Environmental crime and money laundering

Financial Crime Knowledge & Training

Environmental crime (sometimes known as ‘green crime’) involves exploiting natural resources and wildlife, with various associated criminal activities that include violence, theft, and trafficking. The Financial Action Task Force (FATF) estimates that environmental crime profits reach up to $281 billion every year; since this money is generated illegally, criminals use various money laundering strategies to transfer it through the legitimate financial system. 

Given the growing threat environmental crime represents, firms must understand its connection to money laundering in the sectors and countries they serve, and ensure their anti-money laundering and countering the financing of terrorism (AML/CFT) programs are equipped to mitigate the risks they face. 

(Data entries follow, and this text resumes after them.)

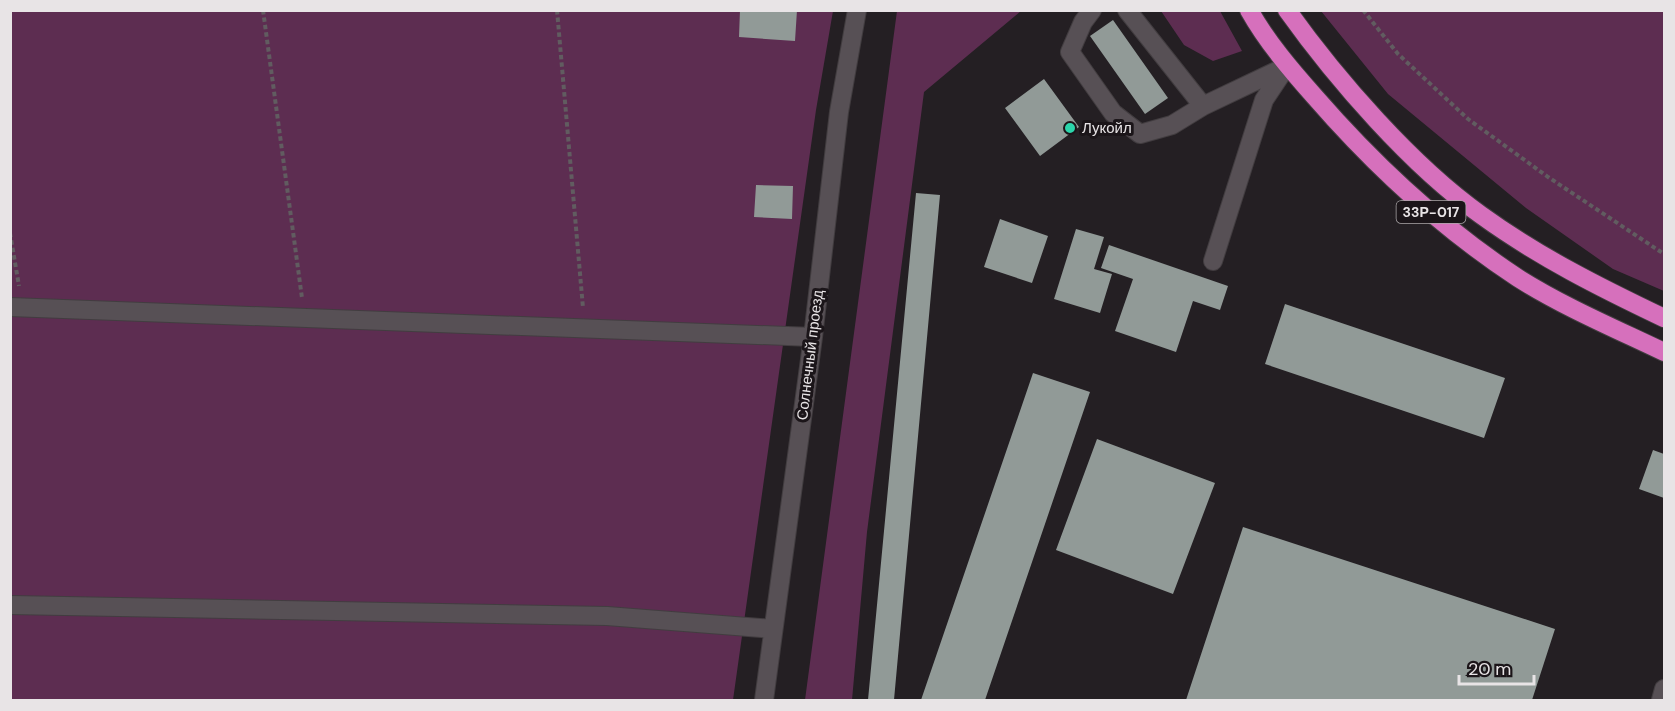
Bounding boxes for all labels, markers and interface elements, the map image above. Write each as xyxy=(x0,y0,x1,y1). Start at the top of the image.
place label: Лукойл xyxy=(1082,118,1132,138)
marker: Лукойл xyxy=(1063,121,1077,135)
road number: 33Р-017 xyxy=(1396,201,1466,223)
street label: Солнечный проезд xyxy=(792,288,828,421)
scale bar xyxy=(1459,648,1534,686)
text: 20 m xyxy=(1468,657,1511,681)

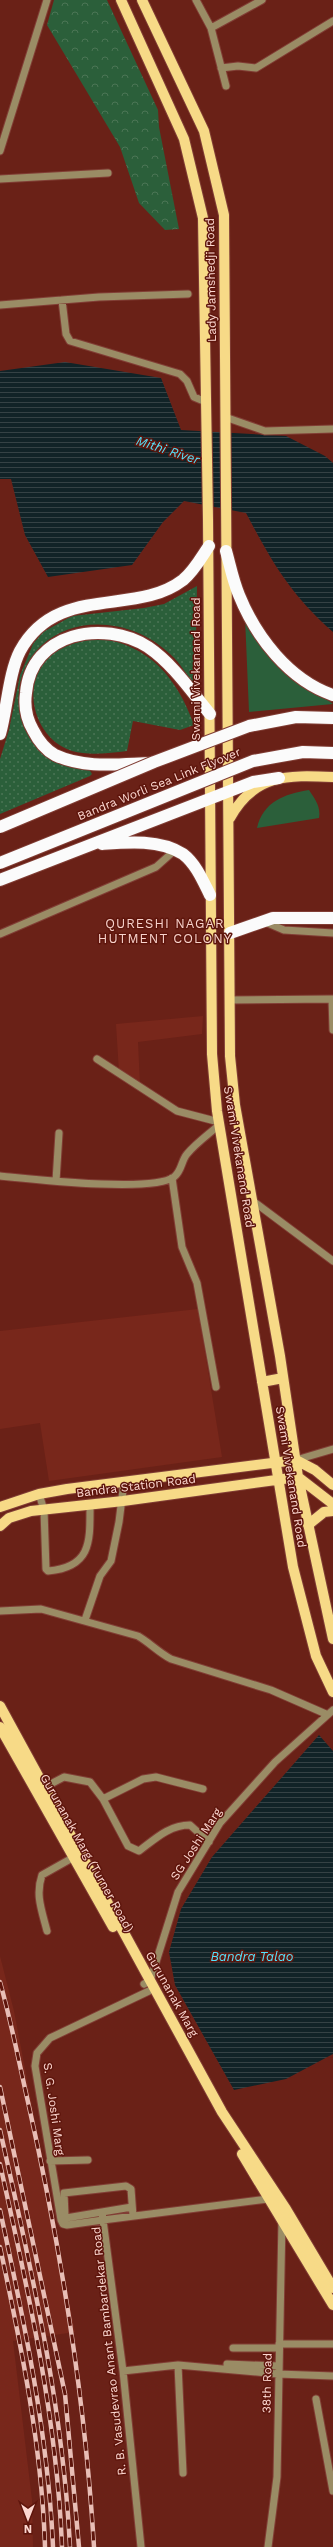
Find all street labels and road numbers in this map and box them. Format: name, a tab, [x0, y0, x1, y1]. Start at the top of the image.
street label: Lady Jamshedji Road	[203, 218, 219, 342]
street label: Swami Vivekanand Road	[189, 598, 203, 740]
street label: Bandra Worli Sea Link Flyover	[75, 745, 243, 823]
street label: Swami Vivekanand Road	[221, 1085, 257, 1229]
street label: Swami Vivekanand Road	[273, 1405, 309, 1549]
street label: Bandra Station Road	[75, 1472, 197, 1500]
street label: Gurunanak Marg (Turner Road)	[37, 1771, 137, 1935]
street label: SG Joshi Marg	[168, 1805, 225, 1883]
street label: Gurunanak Marg	[143, 1949, 202, 2040]
street label: S. G. Joshi Marg	[41, 2062, 68, 2157]
street label: R. B. Vasudevrao Anant Bambardekar Road	[89, 2226, 129, 2476]
street label: 38th Road	[259, 2353, 275, 2413]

What is environmental crime?

Environmental crime is any illegal activity that damages the environment, including the climate, forests, oceans, and wildlife. It is especially prevalent in countries where animals and natural resources are relatively plentiful and more easily exploited. Specific examples of environmental crime include:

  • Deforestation. 
  • Illegal wildlife trafficking.
  • Production of hazardous waste or ozone-depleting substances.
  • Pollution of the atmosphere, oceans, rivers, or earth. 
  • Destruction of and trade in protected flora and fauna.
  • Illegal, unreported, and unregulated fishing.
  • Illegal logging.

The consequences of environmental crime are severe, both for the ecosystems and species it affects directly and for the communities and individuals it affects indirectly. For example, illicit loggers and developers guilty of deforestation destroy animal species’ habitats, displace indigenous residents, and exacerbate the effects of climate change. At the same time, the illegal ivory trade has been linked to terrorist violence

How is money from environmental crime laundered?

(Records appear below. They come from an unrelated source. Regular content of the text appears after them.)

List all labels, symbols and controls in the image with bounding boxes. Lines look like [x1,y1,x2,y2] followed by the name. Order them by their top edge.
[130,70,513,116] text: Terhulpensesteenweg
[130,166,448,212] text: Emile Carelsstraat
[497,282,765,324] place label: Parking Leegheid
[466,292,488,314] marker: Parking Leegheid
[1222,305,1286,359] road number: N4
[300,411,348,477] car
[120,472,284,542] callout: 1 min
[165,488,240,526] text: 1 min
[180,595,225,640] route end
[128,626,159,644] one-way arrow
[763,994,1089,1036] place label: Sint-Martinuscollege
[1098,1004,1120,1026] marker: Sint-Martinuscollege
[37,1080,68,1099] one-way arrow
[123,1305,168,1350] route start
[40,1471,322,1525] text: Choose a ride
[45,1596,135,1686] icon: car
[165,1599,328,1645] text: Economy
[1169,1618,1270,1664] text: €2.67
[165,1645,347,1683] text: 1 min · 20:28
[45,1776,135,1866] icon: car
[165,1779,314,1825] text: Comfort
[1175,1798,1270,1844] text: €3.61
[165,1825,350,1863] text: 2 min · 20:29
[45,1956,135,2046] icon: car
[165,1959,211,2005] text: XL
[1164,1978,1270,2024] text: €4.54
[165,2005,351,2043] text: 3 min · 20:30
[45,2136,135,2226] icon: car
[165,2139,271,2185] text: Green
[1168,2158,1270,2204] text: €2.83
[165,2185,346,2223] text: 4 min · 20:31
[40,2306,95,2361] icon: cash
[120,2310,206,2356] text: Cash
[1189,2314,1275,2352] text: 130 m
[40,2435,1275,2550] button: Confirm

Among the many common typologies of money laundering, certain methods are especially attractive to those seeking to process the profits of environmental crime. These include:

  • Trade-based laundering (TBML): Criminals manipulate invoices and trade documents to overstate or understate the nature or value of goods. Illegal goods, such as protected plants and animals or hazardous waste, can be mixed with or disguised as legal ones, and the value of legal goods can be overstated to launder the profits of illegal environmental trade. 
  • Front companies: Illegally obtained funds can be invested in legitimate businesses as ‘front’ companies, often involved in environmental sectors such as renewable energy or waste management. By mixing illicit funds with legitimate transactions, especially in closely related industries, criminals can mask the origin of their money.
  • Shell companies and offshore accounts: Criminals establish shell companies that appear to be legitimate businesses in sectors like forestry, mining, or waste management. These companies are often registered in offshore jurisdictions with lax regulations. They may use these entities to receive and transfer funds while obscuring true ownership and control of assets, making it difficult to trace the money back to its illegal source.
  • Offsetting and carbon credit fraud: Criminals may engage in fraudulent offsetting schemes or carbon credit fraud. They create fake projects or overstate the environmental benefits of projects to generate carbon credits, which can be sold for profit and used to launder money.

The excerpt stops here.